Zugriff auf LUKS: http://www.freeotfe.org/

----------

## doedel

Das FreeOTFE gibts ja nun auch schon ne ganze Weile, aber ich habs nie hinbekommen, damit meine luks-Daten zu entschlüsseln. 

Ist allerdings auch schon >2 Jahre her und ich hab dann Windows aufgegeben   :Cool: 

----------

## bas89

Vielen Dank für eure Antworten. 

@ schmutzfinger

In erster Linie suche ich nach einer relativ einfachen Lösung, jene mit VirtualBox lässt sich nur schwer „mal eben“ auf einem Rechner eines Freundes oder einer Freundin ausführen.

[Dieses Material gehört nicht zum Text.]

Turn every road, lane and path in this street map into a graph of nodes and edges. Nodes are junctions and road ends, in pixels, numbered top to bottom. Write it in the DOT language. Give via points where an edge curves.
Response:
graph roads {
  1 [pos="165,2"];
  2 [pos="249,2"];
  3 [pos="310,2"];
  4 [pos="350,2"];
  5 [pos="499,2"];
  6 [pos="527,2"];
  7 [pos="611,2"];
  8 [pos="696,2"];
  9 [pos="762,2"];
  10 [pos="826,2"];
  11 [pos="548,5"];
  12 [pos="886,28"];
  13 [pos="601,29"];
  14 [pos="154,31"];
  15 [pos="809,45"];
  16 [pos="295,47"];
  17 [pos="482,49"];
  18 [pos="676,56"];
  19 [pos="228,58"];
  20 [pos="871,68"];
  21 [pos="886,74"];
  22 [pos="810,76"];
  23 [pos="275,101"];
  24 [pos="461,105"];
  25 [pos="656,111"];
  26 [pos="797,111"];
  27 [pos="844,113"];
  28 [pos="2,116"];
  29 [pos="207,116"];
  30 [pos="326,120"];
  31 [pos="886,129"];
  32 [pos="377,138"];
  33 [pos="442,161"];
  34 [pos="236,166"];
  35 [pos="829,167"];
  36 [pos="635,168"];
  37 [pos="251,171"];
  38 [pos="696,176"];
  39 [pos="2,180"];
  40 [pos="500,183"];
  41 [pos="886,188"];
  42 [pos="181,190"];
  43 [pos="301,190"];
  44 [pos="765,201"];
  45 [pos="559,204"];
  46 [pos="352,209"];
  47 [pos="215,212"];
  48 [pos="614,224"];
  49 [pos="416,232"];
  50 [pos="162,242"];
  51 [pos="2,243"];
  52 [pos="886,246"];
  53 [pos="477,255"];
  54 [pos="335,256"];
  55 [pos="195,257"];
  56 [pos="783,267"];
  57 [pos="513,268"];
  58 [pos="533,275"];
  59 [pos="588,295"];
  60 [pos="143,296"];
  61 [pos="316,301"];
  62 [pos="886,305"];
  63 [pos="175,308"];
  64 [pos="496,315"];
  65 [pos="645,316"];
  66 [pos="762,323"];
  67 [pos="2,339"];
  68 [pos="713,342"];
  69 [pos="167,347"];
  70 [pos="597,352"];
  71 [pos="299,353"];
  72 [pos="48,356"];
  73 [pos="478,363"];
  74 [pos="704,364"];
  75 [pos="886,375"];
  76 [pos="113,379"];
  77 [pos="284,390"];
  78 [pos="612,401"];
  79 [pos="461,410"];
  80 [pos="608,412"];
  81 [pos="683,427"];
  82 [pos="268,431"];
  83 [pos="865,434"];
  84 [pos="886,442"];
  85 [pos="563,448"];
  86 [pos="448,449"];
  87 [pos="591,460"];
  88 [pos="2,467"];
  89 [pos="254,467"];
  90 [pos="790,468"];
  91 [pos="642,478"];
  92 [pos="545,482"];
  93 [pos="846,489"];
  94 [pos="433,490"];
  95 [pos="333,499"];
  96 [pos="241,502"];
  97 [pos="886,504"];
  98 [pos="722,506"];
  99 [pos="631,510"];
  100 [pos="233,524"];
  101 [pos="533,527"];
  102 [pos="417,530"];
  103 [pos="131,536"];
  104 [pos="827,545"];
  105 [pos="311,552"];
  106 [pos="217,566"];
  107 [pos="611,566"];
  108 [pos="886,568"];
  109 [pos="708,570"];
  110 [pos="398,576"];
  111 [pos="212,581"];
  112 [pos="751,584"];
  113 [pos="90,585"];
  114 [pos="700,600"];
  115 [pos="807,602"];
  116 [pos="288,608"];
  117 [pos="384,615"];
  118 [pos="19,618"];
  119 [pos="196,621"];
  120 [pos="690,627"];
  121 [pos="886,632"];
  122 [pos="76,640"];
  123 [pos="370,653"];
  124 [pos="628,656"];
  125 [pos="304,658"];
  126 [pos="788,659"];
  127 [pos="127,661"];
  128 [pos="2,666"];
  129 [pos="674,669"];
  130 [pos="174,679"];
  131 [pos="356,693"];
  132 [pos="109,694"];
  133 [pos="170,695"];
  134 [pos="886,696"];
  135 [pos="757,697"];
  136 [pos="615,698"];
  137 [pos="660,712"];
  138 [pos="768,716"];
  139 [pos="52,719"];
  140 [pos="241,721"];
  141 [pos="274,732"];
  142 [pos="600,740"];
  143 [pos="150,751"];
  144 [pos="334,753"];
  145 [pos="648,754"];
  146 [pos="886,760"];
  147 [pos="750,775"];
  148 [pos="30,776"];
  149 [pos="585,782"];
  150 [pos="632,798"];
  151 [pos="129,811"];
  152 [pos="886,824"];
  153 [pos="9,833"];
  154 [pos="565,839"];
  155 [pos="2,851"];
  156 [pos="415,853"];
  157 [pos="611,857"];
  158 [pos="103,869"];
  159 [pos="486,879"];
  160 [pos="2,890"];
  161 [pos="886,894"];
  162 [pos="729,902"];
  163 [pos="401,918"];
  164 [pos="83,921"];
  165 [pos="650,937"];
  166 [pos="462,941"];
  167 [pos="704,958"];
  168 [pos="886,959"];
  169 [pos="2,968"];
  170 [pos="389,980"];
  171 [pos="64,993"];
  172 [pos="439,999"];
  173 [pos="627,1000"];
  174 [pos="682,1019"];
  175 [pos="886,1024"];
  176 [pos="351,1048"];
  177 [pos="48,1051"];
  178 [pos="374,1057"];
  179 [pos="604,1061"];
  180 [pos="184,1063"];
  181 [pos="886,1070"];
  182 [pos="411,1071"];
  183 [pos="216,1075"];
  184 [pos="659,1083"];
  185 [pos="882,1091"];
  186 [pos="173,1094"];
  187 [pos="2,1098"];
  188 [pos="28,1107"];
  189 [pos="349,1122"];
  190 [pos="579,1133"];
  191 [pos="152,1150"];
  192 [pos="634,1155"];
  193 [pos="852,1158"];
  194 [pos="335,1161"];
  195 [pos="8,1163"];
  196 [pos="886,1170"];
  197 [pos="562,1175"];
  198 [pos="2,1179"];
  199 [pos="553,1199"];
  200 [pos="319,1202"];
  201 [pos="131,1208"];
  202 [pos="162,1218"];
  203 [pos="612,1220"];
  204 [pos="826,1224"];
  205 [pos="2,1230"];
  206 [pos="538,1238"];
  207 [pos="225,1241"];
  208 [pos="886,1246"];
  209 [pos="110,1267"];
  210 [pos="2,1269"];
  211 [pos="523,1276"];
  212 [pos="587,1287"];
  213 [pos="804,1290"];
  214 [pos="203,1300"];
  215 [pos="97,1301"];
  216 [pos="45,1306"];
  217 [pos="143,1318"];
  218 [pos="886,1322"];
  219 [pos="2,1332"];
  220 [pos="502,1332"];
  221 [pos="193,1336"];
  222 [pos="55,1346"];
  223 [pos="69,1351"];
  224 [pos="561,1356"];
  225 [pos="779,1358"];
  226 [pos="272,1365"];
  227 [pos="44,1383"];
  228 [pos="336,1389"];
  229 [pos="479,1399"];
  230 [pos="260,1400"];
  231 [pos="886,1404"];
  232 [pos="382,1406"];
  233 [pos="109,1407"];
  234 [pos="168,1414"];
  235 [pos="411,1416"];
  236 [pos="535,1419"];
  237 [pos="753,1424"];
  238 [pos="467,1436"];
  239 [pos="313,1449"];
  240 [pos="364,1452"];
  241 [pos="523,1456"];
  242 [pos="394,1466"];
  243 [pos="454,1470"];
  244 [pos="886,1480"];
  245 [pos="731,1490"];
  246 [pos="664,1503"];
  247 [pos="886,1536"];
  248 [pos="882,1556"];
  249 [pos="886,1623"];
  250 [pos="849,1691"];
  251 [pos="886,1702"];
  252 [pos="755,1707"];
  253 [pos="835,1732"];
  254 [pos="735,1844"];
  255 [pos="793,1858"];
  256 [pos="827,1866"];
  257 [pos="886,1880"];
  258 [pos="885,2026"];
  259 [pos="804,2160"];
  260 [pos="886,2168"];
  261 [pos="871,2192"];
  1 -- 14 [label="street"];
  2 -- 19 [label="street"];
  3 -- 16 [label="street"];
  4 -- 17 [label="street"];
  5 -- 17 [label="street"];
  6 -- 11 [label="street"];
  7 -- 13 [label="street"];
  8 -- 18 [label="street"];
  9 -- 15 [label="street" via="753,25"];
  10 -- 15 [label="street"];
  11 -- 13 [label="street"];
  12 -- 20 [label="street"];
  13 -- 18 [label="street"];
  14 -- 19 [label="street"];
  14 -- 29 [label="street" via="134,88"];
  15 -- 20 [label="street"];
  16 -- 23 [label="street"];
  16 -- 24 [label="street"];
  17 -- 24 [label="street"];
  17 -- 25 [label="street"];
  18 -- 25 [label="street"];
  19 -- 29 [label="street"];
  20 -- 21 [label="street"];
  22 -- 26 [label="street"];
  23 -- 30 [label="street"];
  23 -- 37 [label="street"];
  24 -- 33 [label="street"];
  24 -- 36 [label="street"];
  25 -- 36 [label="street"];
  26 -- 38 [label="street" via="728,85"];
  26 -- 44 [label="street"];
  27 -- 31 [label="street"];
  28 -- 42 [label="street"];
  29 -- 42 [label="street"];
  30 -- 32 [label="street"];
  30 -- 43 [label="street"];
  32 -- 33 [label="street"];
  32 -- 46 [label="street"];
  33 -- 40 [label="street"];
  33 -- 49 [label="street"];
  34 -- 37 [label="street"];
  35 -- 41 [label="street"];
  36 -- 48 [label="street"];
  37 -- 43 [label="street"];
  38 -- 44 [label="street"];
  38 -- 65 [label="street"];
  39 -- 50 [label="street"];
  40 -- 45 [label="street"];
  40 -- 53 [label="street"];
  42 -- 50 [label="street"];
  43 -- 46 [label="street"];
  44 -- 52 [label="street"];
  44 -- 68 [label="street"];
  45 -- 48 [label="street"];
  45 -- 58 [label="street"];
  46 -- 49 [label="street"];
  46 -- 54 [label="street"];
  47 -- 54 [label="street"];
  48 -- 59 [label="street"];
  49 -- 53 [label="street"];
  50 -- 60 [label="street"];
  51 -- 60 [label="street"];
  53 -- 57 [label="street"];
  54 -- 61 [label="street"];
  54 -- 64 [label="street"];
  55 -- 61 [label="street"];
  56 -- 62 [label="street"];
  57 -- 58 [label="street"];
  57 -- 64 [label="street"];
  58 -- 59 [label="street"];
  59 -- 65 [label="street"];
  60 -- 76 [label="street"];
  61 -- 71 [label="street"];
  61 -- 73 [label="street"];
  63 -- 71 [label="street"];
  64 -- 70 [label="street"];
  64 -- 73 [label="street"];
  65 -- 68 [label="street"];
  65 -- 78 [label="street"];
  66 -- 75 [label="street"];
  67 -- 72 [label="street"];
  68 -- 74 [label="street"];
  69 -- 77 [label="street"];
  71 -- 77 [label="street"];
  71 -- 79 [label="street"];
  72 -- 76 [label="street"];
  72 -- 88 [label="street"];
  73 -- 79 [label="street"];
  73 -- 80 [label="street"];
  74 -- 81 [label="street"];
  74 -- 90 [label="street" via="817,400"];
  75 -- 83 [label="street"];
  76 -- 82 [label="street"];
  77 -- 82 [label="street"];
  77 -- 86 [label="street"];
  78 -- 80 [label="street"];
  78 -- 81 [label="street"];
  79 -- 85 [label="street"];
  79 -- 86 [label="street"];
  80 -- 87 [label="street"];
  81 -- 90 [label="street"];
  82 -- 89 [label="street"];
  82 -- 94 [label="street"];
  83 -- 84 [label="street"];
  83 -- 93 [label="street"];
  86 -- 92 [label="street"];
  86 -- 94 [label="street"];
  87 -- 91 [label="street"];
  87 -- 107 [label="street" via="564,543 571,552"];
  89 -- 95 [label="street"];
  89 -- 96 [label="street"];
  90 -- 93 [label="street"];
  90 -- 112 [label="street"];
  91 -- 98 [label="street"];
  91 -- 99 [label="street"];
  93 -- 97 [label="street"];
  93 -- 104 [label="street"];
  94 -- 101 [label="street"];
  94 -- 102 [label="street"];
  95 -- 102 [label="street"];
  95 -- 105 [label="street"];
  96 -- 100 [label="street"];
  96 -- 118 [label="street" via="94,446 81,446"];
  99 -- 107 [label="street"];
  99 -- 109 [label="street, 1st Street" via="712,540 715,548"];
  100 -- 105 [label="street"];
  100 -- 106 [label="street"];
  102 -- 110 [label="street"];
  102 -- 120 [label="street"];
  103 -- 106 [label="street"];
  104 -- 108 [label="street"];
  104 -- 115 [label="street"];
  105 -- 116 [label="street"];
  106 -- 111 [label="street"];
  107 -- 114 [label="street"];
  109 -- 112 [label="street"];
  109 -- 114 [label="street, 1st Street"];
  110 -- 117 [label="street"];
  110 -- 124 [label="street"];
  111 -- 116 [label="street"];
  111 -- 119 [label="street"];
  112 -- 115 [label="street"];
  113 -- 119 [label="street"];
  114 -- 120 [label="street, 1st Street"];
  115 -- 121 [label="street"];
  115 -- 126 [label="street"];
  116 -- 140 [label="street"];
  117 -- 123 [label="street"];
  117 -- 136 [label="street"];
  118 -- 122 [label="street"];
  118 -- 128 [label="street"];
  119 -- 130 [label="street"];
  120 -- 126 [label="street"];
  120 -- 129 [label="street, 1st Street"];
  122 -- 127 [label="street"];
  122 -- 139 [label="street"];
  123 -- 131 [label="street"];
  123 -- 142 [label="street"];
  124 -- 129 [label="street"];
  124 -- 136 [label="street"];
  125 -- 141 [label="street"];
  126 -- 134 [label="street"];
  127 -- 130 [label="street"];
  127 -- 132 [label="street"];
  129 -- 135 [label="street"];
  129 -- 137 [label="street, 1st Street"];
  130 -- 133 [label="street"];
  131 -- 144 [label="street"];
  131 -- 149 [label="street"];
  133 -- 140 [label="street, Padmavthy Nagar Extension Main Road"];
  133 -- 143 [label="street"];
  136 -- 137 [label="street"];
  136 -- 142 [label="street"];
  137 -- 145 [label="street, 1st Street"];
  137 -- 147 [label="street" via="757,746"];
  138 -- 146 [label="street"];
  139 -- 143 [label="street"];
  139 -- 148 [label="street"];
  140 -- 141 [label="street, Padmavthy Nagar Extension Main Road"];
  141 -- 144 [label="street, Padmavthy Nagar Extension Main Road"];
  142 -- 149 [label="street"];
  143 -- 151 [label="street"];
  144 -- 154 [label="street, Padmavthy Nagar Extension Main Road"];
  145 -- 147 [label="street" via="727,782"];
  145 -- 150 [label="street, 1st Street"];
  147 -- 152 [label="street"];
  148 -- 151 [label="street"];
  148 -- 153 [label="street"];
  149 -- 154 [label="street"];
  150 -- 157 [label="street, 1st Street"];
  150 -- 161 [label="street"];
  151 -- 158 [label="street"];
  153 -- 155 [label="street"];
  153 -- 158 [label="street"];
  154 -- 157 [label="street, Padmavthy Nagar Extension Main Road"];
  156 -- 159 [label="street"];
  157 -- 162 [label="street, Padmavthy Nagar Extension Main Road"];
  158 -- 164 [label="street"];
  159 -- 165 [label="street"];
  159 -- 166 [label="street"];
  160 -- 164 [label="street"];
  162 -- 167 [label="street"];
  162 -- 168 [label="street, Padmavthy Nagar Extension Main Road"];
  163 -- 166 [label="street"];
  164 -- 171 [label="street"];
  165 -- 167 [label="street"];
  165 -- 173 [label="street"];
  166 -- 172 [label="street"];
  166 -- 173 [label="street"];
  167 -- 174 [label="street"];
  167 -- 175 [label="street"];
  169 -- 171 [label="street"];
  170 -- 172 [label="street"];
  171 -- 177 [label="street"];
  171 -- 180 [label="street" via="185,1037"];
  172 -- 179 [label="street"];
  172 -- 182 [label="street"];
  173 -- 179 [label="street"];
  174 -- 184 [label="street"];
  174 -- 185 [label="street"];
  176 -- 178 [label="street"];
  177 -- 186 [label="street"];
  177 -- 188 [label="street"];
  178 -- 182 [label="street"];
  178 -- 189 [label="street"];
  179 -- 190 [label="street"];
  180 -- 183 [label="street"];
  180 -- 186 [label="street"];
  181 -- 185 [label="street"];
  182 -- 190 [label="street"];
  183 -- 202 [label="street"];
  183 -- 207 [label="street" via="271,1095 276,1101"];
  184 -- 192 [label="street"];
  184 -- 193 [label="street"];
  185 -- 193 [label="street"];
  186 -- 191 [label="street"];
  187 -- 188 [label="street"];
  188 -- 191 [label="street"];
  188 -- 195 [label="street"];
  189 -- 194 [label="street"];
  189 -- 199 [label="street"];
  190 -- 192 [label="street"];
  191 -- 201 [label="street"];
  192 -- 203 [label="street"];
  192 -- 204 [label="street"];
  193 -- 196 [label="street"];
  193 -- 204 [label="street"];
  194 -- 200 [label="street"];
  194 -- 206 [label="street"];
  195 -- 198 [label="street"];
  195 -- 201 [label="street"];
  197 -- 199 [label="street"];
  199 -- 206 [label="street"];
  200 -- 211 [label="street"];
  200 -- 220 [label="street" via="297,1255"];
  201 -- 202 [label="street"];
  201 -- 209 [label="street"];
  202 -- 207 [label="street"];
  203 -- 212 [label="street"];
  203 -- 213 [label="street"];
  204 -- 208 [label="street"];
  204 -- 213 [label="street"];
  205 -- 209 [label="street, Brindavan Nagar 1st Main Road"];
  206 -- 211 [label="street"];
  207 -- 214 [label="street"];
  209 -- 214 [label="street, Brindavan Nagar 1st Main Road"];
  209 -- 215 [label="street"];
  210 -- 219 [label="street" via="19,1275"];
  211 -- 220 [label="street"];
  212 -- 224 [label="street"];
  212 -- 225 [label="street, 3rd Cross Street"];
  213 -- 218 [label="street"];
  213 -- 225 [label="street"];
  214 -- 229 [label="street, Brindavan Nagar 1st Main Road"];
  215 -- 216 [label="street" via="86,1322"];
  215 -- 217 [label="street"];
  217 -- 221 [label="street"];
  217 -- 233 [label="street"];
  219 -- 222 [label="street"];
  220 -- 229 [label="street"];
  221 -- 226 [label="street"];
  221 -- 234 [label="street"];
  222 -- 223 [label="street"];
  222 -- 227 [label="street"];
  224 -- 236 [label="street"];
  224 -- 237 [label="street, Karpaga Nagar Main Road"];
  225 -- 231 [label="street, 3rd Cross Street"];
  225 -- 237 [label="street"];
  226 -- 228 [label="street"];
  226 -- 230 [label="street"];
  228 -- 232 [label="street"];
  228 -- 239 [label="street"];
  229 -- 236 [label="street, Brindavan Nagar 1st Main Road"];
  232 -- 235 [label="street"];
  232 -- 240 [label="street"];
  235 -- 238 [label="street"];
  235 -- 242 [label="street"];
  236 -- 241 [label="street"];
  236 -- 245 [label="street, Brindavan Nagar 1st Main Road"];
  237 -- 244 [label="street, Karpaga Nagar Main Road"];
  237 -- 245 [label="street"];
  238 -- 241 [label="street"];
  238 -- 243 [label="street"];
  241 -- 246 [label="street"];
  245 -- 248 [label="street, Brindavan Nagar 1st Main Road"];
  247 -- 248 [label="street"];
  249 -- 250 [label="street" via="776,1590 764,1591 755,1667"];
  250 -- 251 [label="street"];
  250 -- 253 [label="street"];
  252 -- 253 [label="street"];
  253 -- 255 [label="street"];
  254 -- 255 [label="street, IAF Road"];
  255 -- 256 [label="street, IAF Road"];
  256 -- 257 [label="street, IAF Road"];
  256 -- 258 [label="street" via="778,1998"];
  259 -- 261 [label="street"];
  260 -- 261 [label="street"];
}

Auf den eigenen Rechner bezogen ist es da ja noch einfacher, die interessierenden Dateien vor dem Neustart ins Windows ins Windows-Dateisystem zu kopieren.

@ root_tux_linux, doedel

Ja, das versuchte ich bereits. Funktionierte leider trotz langer Fummelei nicht.  Und auch diese Werkzeuge sind ziemlich schwer zu handhaben, selbst wenn es funktionieren würde.

Trotzdem vielen Dank, ich dachte nur ich hätte vielleicht die ultimative Lösung übersehen  :Wink: 

----------